▶ [WHAT YOU WILL DO]: For each line below that holds the word "Turn", make a copy.

▶ [SOURCE MATERIAL]:
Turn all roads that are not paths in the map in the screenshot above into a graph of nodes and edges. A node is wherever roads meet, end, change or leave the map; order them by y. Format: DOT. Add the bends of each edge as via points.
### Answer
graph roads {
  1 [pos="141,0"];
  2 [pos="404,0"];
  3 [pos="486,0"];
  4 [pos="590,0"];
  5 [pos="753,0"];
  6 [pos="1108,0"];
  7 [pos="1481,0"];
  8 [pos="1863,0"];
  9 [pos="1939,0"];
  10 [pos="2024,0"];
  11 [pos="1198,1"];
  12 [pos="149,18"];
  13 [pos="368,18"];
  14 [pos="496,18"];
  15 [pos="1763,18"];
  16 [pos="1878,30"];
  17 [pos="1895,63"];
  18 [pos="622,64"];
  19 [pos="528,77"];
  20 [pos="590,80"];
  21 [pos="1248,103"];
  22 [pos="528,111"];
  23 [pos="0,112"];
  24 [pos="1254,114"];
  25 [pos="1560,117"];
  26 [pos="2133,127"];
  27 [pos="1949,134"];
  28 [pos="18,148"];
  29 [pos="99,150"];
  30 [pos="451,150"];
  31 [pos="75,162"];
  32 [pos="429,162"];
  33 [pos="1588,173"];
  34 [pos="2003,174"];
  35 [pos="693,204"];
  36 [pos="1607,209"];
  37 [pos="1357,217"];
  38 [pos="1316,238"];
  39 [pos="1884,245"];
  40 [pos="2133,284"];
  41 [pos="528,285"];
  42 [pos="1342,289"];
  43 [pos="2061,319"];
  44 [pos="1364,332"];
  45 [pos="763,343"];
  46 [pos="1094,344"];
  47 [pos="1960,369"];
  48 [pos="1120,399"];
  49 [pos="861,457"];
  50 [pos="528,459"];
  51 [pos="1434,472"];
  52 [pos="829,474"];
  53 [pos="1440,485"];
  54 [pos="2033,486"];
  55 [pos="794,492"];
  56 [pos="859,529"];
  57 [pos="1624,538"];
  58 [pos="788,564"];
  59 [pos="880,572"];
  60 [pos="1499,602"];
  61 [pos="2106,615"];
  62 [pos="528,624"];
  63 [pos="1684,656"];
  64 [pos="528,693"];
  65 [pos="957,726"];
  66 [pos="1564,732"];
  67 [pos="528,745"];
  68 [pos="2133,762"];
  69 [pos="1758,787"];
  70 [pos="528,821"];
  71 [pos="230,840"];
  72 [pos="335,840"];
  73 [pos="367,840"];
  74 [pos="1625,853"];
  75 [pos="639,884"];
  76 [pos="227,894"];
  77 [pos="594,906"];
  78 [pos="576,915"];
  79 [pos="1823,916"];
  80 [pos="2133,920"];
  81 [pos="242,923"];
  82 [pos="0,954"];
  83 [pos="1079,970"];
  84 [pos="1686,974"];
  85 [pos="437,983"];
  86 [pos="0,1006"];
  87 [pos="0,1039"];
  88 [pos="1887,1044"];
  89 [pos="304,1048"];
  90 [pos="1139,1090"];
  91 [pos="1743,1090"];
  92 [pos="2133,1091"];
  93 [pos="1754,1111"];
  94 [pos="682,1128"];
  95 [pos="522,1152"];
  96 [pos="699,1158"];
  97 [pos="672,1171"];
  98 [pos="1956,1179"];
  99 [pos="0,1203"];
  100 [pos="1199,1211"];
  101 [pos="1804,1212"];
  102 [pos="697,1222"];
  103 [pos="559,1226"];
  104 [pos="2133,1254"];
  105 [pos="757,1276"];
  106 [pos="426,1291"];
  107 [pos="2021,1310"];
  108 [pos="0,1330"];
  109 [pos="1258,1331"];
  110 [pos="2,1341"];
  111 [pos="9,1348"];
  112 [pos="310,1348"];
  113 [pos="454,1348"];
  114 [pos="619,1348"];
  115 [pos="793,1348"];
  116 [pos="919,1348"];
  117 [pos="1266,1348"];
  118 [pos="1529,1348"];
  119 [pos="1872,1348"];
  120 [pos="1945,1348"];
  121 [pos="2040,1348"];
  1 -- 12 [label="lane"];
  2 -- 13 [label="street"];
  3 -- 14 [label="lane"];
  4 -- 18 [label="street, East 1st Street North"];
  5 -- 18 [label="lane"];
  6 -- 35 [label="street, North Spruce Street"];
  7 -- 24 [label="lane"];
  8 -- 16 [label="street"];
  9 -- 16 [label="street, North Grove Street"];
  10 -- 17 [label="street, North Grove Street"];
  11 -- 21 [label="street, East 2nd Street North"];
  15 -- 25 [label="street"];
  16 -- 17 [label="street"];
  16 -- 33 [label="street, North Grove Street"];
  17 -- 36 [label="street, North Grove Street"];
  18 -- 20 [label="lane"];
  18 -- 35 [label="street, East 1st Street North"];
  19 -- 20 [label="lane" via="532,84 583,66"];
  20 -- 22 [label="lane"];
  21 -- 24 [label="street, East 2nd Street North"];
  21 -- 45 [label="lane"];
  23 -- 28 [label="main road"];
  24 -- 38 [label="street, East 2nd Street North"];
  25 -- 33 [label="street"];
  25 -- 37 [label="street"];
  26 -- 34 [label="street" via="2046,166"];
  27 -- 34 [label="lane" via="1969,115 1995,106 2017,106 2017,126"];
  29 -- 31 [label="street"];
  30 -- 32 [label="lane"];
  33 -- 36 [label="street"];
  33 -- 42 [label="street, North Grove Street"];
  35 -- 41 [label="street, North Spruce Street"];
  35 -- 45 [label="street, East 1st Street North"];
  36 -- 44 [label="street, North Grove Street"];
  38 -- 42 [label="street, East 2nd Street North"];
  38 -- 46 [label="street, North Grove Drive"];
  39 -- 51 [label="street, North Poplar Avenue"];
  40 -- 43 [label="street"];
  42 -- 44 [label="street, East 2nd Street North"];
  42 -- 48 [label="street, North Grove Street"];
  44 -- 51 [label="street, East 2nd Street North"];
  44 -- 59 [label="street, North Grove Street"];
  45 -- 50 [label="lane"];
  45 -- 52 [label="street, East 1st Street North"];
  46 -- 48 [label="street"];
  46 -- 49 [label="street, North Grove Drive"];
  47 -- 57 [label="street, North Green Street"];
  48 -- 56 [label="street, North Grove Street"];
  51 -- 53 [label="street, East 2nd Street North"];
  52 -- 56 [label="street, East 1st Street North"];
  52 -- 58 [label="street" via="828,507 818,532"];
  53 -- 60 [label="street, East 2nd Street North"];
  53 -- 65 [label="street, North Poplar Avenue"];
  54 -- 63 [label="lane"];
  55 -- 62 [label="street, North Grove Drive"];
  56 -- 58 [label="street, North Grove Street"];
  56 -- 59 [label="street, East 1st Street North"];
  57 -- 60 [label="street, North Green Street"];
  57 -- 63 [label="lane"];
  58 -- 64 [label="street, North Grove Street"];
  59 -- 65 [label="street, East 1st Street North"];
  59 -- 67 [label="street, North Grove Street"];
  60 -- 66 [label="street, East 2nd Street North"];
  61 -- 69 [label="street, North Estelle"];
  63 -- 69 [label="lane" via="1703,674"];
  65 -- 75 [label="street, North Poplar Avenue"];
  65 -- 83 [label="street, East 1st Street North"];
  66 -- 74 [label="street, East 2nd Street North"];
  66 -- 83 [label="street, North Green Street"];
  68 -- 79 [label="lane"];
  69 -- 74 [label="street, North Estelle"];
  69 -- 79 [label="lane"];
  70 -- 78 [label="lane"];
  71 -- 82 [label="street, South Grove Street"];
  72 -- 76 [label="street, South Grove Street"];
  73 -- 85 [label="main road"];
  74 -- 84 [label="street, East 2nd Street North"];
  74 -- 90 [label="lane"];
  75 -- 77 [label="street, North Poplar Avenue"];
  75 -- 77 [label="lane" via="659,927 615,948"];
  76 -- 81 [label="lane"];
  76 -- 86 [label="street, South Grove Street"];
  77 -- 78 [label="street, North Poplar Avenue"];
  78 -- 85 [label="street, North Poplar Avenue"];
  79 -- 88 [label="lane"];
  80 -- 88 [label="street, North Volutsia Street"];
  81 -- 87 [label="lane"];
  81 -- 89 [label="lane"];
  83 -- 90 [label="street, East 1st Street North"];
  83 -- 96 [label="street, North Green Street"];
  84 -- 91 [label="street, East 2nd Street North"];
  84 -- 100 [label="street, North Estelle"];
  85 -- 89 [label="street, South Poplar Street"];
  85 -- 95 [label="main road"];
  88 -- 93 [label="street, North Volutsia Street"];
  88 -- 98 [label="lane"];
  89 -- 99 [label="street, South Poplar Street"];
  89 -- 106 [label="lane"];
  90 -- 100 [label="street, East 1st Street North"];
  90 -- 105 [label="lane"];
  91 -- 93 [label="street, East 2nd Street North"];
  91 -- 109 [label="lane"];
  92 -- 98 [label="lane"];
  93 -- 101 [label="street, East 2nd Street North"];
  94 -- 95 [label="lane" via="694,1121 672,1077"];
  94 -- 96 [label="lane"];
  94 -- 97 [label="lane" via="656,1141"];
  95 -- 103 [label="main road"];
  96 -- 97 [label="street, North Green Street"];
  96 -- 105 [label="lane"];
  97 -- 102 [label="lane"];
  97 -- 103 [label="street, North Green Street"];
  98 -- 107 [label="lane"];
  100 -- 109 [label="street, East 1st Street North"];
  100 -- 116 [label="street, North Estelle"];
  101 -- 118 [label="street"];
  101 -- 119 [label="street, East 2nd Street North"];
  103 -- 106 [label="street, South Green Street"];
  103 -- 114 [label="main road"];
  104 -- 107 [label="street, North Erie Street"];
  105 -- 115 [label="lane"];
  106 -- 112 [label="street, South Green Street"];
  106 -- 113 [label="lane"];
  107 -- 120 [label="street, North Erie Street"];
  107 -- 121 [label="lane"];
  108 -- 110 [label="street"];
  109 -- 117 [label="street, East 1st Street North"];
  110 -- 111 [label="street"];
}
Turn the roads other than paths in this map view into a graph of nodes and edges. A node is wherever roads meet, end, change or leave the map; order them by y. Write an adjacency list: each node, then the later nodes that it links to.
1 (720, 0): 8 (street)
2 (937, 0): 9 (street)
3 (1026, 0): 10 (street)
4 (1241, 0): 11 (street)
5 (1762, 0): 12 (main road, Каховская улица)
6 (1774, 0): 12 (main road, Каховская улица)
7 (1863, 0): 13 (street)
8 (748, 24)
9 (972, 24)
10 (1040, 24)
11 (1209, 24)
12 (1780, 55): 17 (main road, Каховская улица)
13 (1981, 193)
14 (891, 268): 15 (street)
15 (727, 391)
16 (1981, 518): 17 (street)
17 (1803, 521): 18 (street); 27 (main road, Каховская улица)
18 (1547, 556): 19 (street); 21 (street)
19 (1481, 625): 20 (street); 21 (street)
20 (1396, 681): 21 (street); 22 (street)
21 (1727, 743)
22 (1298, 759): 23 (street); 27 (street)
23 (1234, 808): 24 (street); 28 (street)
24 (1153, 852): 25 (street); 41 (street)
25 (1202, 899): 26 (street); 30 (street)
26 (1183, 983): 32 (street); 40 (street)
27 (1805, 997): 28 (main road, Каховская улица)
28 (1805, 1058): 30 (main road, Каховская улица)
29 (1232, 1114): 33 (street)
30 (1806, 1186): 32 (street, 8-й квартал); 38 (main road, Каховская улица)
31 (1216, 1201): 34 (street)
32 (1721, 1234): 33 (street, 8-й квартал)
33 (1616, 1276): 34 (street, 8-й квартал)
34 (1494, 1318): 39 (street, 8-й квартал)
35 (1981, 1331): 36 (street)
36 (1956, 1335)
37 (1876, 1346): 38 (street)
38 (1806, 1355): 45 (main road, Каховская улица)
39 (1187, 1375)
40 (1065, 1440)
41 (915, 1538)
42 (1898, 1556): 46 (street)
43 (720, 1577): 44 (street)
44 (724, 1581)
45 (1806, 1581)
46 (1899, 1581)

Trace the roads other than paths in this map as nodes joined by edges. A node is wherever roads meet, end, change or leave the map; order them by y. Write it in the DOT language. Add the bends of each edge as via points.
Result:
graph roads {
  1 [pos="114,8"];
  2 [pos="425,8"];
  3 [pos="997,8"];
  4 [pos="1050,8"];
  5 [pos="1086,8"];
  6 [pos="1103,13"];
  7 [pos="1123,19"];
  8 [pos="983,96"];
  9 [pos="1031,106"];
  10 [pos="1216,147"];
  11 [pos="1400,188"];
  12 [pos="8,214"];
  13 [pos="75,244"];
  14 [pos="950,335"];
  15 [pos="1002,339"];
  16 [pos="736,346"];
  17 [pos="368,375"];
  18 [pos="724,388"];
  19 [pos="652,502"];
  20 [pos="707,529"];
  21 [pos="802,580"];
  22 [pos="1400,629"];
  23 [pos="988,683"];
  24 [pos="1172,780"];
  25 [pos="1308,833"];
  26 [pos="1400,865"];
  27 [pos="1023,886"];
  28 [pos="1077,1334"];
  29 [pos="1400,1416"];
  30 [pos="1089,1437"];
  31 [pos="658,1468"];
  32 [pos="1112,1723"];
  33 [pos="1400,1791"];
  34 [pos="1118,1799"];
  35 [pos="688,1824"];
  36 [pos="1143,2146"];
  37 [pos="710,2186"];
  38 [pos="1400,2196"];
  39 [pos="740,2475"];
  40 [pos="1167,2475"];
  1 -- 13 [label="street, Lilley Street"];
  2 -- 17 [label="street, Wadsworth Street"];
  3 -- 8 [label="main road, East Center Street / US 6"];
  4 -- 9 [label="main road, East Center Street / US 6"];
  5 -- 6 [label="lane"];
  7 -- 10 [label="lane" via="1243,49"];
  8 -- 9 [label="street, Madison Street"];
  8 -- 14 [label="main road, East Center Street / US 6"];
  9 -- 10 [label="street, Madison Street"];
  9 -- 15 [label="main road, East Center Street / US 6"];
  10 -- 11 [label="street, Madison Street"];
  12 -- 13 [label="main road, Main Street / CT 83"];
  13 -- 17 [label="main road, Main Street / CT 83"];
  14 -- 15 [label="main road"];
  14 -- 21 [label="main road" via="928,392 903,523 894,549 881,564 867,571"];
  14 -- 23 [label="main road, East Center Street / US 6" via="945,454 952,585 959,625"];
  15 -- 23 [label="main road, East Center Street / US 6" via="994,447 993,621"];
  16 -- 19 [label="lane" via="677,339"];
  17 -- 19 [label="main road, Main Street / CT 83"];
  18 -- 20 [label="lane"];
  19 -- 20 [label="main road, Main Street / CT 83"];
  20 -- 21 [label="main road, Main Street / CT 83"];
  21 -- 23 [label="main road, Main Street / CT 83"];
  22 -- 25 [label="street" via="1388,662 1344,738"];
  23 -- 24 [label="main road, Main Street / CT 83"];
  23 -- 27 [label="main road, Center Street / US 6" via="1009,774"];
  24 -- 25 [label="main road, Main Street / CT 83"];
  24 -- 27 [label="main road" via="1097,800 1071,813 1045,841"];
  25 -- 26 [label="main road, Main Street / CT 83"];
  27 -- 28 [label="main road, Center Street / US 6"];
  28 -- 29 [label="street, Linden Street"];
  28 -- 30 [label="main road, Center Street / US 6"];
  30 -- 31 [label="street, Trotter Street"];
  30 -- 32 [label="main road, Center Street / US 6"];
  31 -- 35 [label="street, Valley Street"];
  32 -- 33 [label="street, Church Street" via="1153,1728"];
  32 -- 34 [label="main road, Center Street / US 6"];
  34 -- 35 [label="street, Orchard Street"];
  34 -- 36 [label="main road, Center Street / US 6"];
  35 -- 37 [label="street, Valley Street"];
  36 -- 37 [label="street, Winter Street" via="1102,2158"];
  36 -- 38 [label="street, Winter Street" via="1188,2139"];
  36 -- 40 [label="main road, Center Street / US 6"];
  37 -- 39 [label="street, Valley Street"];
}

▶ [TASK ANSWER]:
Turn all roads that are not paths in the map in the screenshot above into a graph of nodes and edges. A node is wherever roads meet, end, change or leave the map; order them by y. Format: DOT. Add the bends of each edge as via points.
Turn the roads other than paths in this map view into a graph of nodes and edges. A node is wherever roads meet, end, change or leave the map; order them by y. Write an adjacency list: each node, then the later nodes that it links to.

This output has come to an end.